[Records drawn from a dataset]
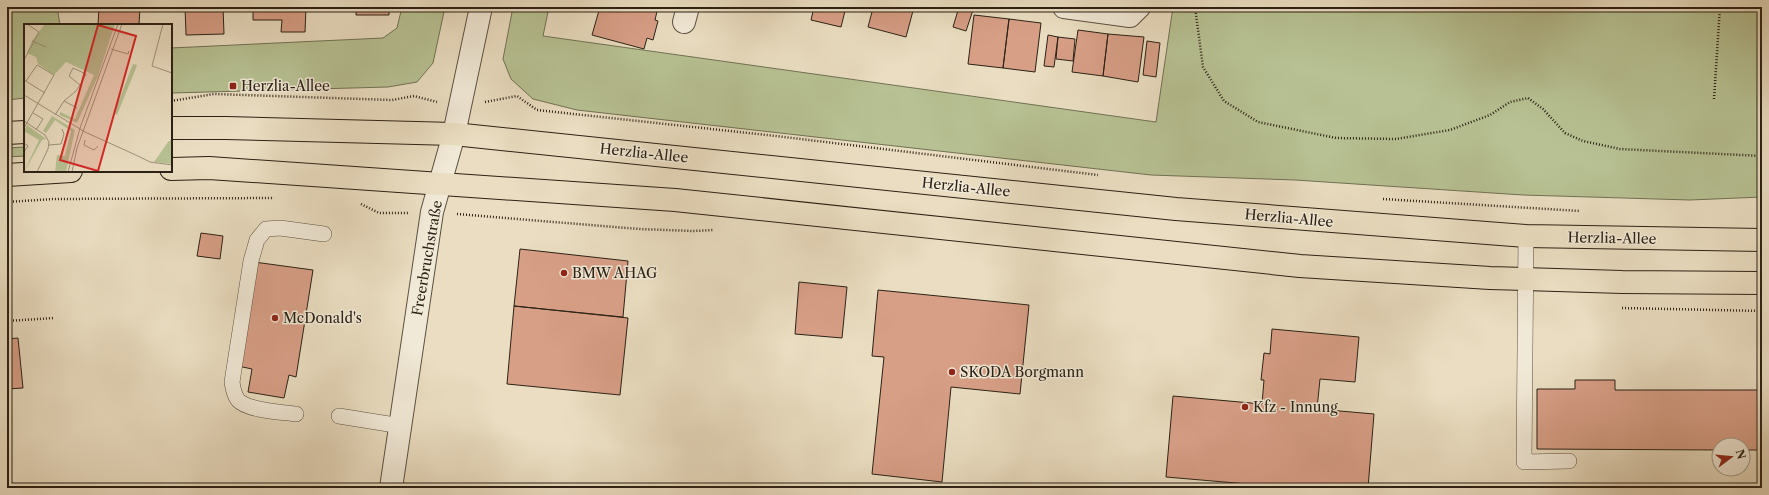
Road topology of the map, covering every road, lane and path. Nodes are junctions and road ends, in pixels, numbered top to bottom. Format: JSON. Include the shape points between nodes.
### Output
{"nodes":[{"id":1,"x":482,"y":7,"type":"edge"},
{"id":2,"x":1064,"y":7,"type":"edge"},
{"id":3,"x":1139,"y":7,"type":"edge"},
{"id":4,"x":1195,"y":7,"type":"edge"},
{"id":5,"x":1720,"y":7,"type":"edge"},
{"id":6,"x":1714,"y":99,"type":"dead end"},
{"id":7,"x":172,"y":101,"type":"edge"},
{"id":8,"x":460,"y":107,"type":"junction"},
{"id":9,"x":172,"y":128,"type":"edge"},
{"id":10,"x":24,"y":132,"type":"edge"},
{"id":11,"x":7,"y":133,"type":"edge"},
{"id":12,"x":454,"y":134,"type":"junction"},
{"id":13,"x":1762,"y":156,"type":"edge"},
{"id":14,"x":172,"y":169,"type":"edge"},
{"id":15,"x":50,"y":172,"type":"edge"},
{"id":16,"x":7,"y":174,"type":"edge"},
{"id":17,"x":1099,"y":175,"type":"dead end"},
{"id":18,"x":441,"y":184,"type":"junction"},
{"id":19,"x":282,"y":198,"type":"dead end"},
{"id":20,"x":1376,"y":198,"type":"dead end"},
{"id":21,"x":7,"y":202,"type":"edge"},
{"id":22,"x":355,"y":203,"type":"dead end"},
{"id":23,"x":1583,"y":211,"type":"dead end"},
{"id":24,"x":432,"y":212,"type":"junction"},
{"id":25,"x":714,"y":229,"type":"dead end"},
{"id":26,"x":324,"y":234,"type":"dead end"},
{"id":27,"x":1526,"y":236,"type":"junction"},
{"id":28,"x":1762,"y":240,"type":"edge"},
{"id":29,"x":1525,"y":279,"type":"junction"},
{"id":30,"x":1762,"y":283,"type":"edge"},
{"id":31,"x":1615,"y":307,"type":"dead end"},
{"id":32,"x":1762,"y":311,"type":"edge"},
{"id":33,"x":54,"y":318,"type":"dead end"},
{"id":34,"x":7,"y":321,"type":"edge"},
{"id":35,"x":296,"y":414,"type":"dead end"},
{"id":36,"x":340,"y":416,"type":"dead end"},
{"id":37,"x":401,"y":426,"type":"junction"},
{"id":38,"x":1569,"y":461,"type":"dead end"},
{"id":39,"x":391,"y":488,"type":"edge"}],
"edges":[{"from":1,"to":8,"type":"street","name":"Freerbruchstraße"},
{"from":2,"to":3,"type":"street","via":[[1130,16]]},
{"from":4,"to":13,"type":"path","via":[[1203,67],[1224,101],[1258,122],[1336,138],[1396,138],[1450,130],[1490,115],[1510,102],[1528,98],[1543,109],[1565,133],[1583,141],[1620,150]]},
{"from":5,"to":6,"type":"path"},
{"from":7,"to":8,"type":"path","via":[[214,94],[392,100],[414,96]]},
{"from":8,"to":12,"type":"street","name":"Freerbruchstraße"},
{"from":8,"to":17,"type":"path","via":[[517,96],[537,110]]},
{"from":9,"to":12,"type":"main road","name":"Herzlia-Allee"},
{"from":10,"to":11,"type":"main road"},
{"from":12,"to":18,"type":"street","name":"Freerbruchstraße"},
{"from":12,"to":27,"type":"main road","name":"Herzlia-Allee","via":[[1176,209]]},
{"from":14,"to":18,"type":"main road","via":[[208,168]]},
{"from":15,"to":16,"type":"main road"},
{"from":18,"to":24,"type":"street","name":"Freerbruchstraße"},
{"from":18,"to":29,"type":"main road","via":[[675,200],[1300,266]]},
{"from":19,"to":21,"type":"path"},
{"from":20,"to":23,"type":"path"},
{"from":22,"to":24,"type":"path","via":[[379,213]]},
{"from":24,"to":25,"type":"path","via":[[639,229]]},
{"from":24,"to":37,"type":"street","name":"Freerbruchstraße"},
{"from":26,"to":35,"type":"lane","via":[[280,228],[266,229],[257,240],[251,261],[232,382],[239,401],[257,409]]},
{"from":27,"to":28,"type":"main road","name":"Herzlia-Allee"},
{"from":27,"to":29,"type":"lane"},
{"from":29,"to":30,"type":"main road"},
{"from":29,"to":38,"type":"lane","via":[[1524,462]]},
{"from":31,"to":32,"type":"path"},
{"from":33,"to":34,"type":"path"},
{"from":36,"to":37,"type":"lane"},
{"from":37,"to":39,"type":"street","name":"Freerbruchstraße"}]}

**WORK INSTRUCTIONS:** The task requires that every line above be transcribed exactly, without the images.

**WRITTEN SOLUTION:**
Road topology of the map, covering every road, lane and path. Nodes are junctions and road ends, in pixels, numbered top to bottom. Format: JSON. Include the shape points between nodes.
### Output
{"nodes":[{"id":1,"x":482,"y":7,"type":"edge"},
{"id":2,"x":1064,"y":7,"type":"edge"},
{"id":3,"x":1139,"y":7,"type":"edge"},
{"id":4,"x":1195,"y":7,"type":"edge"},
{"id":5,"x":1720,"y":7,"type":"edge"},
{"id":6,"x":1714,"y":99,"type":"dead end"},
{"id":7,"x":172,"y":101,"type":"edge"},
{"id":8,"x":460,"y":107,"type":"junction"},
{"id":9,"x":172,"y":128,"type":"edge"},
{"id":10,"x":24,"y":132,"type":"edge"},
{"id":11,"x":7,"y":133,"type":"edge"},
{"id":12,"x":454,"y":134,"type":"junction"},
{"id":13,"x":1762,"y":156,"type":"edge"},
{"id":14,"x":172,"y":169,"type":"edge"},
{"id":15,"x":50,"y":172,"type":"edge"},
{"id":16,"x":7,"y":174,"type":"edge"},
{"id":17,"x":1099,"y":175,"type":"dead end"},
{"id":18,"x":441,"y":184,"type":"junction"},
{"id":19,"x":282,"y":198,"type":"dead end"},
{"id":20,"x":1376,"y":198,"type":"dead end"},
{"id":21,"x":7,"y":202,"type":"edge"},
{"id":22,"x":355,"y":203,"type":"dead end"},
{"id":23,"x":1583,"y":211,"type":"dead end"},
{"id":24,"x":432,"y":212,"type":"junction"},
{"id":25,"x":714,"y":229,"type":"dead end"},
{"id":26,"x":324,"y":234,"type":"dead end"},
{"id":27,"x":1526,"y":236,"type":"junction"},
{"id":28,"x":1762,"y":240,"type":"edge"},
{"id":29,"x":1525,"y":279,"type":"junction"},
{"id":30,"x":1762,"y":283,"type":"edge"},
{"id":31,"x":1615,"y":307,"type":"dead end"},
{"id":32,"x":1762,"y":311,"type":"edge"},
{"id":33,"x":54,"y":318,"type":"dead end"},
{"id":34,"x":7,"y":321,"type":"edge"},
{"id":35,"x":296,"y":414,"type":"dead end"},
{"id":36,"x":340,"y":416,"type":"dead end"},
{"id":37,"x":401,"y":426,"type":"junction"},
{"id":38,"x":1569,"y":461,"type":"dead end"},
{"id":39,"x":391,"y":488,"type":"edge"}],
"edges":[{"from":1,"to":8,"type":"street","name":"Freerbruchstraße"},
{"from":2,"to":3,"type":"street","via":[[1130,16]]},
{"from":4,"to":13,"type":"path","via":[[1203,67],[1224,101],[1258,122],[1336,138],[1396,138],[1450,130],[1490,115],[1510,102],[1528,98],[1543,109],[1565,133],[1583,141],[1620,150]]},
{"from":5,"to":6,"type":"path"},
{"from":7,"to":8,"type":"path","via":[[214,94],[392,100],[414,96]]},
{"from":8,"to":12,"type":"street","name":"Freerbruchstraße"},
{"from":8,"to":17,"type":"path","via":[[517,96],[537,110]]},
{"from":9,"to":12,"type":"main road","name":"Herzlia-Allee"},
{"from":10,"to":11,"type":"main road"},
{"from":12,"to":18,"type":"street","name":"Freerbruchstraße"},
{"from":12,"to":27,"type":"main road","name":"Herzlia-Allee","via":[[1176,209]]},
{"from":14,"to":18,"type":"main road","via":[[208,168]]},
{"from":15,"to":16,"type":"main road"},
{"from":18,"to":24,"type":"street","name":"Freerbruchstraße"},
{"from":18,"to":29,"type":"main road","via":[[675,200],[1300,266]]},
{"from":19,"to":21,"type":"path"},
{"from":20,"to":23,"type":"path"},
{"from":22,"to":24,"type":"path","via":[[379,213]]},
{"from":24,"to":25,"type":"path","via":[[639,229]]},
{"from":24,"to":37,"type":"street","name":"Freerbruchstraße"},
{"from":26,"to":35,"type":"lane","via":[[280,228],[266,229],[257,240],[251,261],[232,382],[239,401],[257,409]]},
{"from":27,"to":28,"type":"main road","name":"Herzlia-Allee"},
{"from":27,"to":29,"type":"lane"},
{"from":29,"to":30,"type":"main road"},
{"from":29,"to":38,"type":"lane","via":[[1524,462]]},
{"from":31,"to":32,"type":"path"},
{"from":33,"to":34,"type":"path"},
{"from":36,"to":37,"type":"lane"},
{"from":37,"to":39,"type":"street","name":"Freerbruchstraße"}]}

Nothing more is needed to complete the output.